Available records:
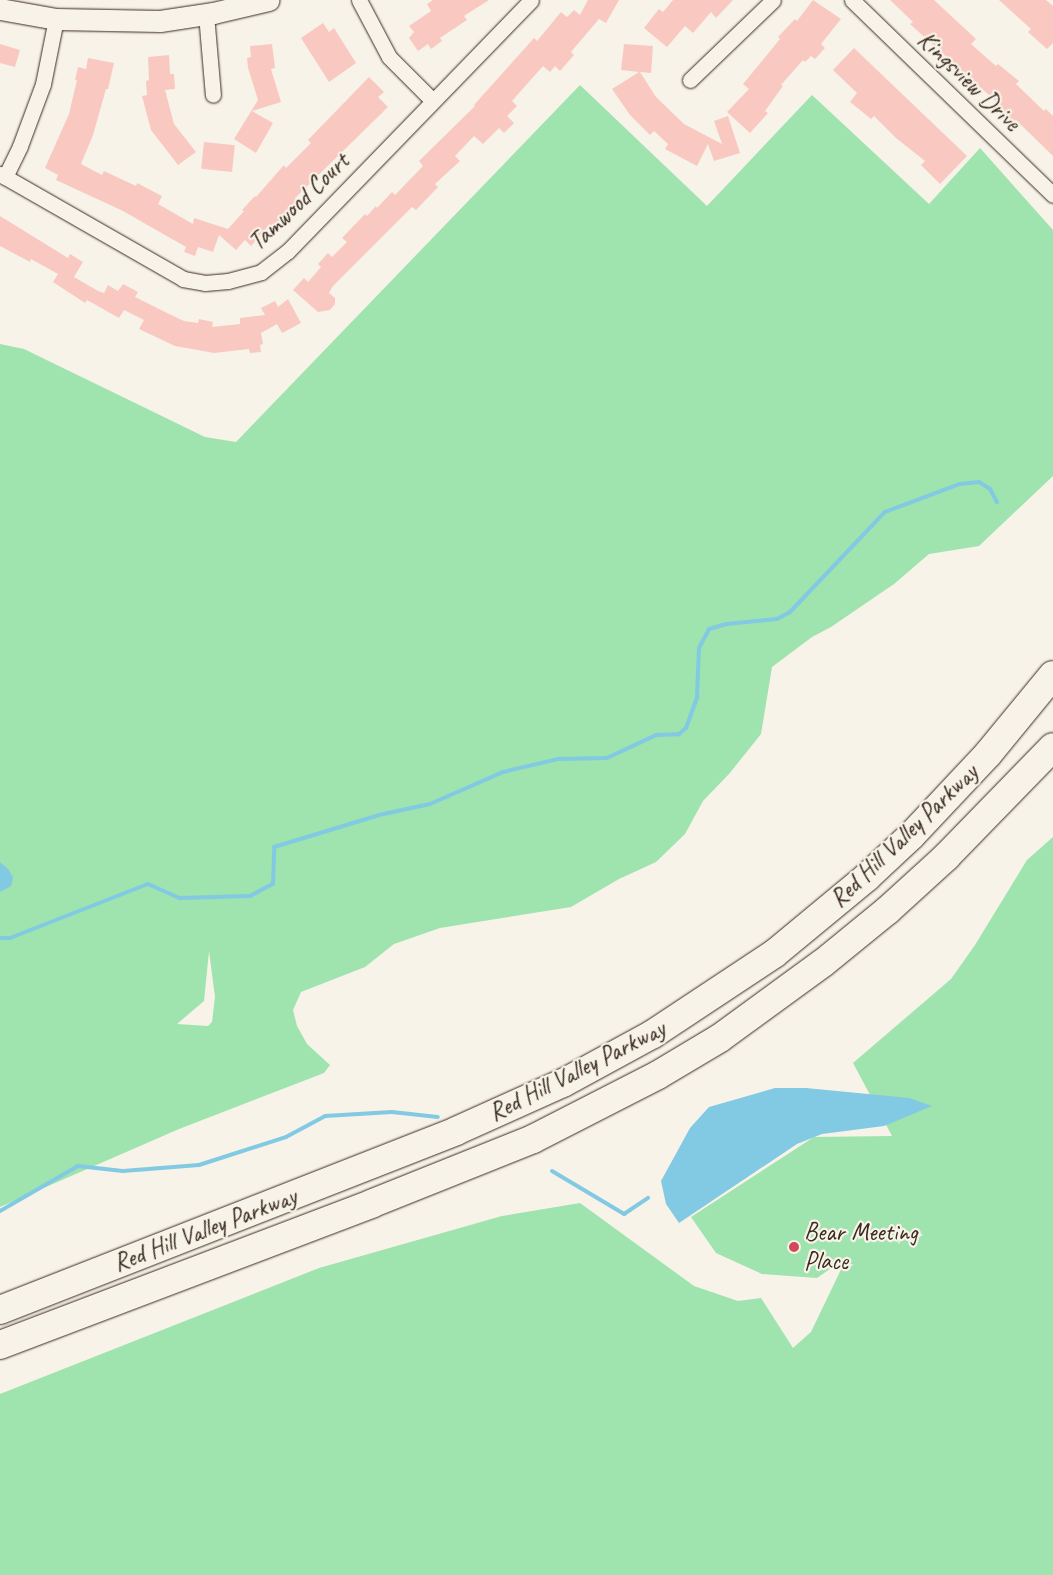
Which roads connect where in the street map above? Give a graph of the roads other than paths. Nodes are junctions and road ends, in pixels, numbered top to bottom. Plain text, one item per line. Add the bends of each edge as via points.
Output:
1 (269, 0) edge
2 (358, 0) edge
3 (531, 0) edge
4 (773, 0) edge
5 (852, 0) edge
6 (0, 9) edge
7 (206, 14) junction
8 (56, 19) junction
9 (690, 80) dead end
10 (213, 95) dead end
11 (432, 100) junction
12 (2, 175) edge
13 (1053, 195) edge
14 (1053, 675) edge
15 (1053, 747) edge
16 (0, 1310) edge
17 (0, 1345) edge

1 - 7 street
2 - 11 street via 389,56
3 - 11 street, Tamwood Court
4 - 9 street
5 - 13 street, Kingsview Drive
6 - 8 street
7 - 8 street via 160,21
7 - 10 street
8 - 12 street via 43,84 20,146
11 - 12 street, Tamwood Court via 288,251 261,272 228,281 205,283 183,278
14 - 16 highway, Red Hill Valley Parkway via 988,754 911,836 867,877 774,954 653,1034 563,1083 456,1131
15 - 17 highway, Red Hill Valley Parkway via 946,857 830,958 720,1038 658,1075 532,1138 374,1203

Exercise details: All of the material must be given again exactly, though no picture may appear in the copy.

Task answer:
Which roads connect where in the street map above? Give a graph of the roads other than paths. Nodes are junctions and road ends, in pixels, numbered top to bottom. Plain text, one item per line. Add the bends of each edge as via points.
Output:
1 (269, 0) edge
2 (358, 0) edge
3 (531, 0) edge
4 (773, 0) edge
5 (852, 0) edge
6 (0, 9) edge
7 (206, 14) junction
8 (56, 19) junction
9 (690, 80) dead end
10 (213, 95) dead end
11 (432, 100) junction
12 (2, 175) edge
13 (1053, 195) edge
14 (1053, 675) edge
15 (1053, 747) edge
16 (0, 1310) edge
17 (0, 1345) edge

1 - 7 street
2 - 11 street via 389,56
3 - 11 street, Tamwood Court
4 - 9 street
5 - 13 street, Kingsview Drive
6 - 8 street
7 - 8 street via 160,21
7 - 10 street
8 - 12 street via 43,84 20,146
11 - 12 street, Tamwood Court via 288,251 261,272 228,281 205,283 183,278
14 - 16 highway, Red Hill Valley Parkway via 988,754 911,836 867,877 774,954 653,1034 563,1083 456,1131
15 - 17 highway, Red Hill Valley Parkway via 946,857 830,958 720,1038 658,1075 532,1138 374,1203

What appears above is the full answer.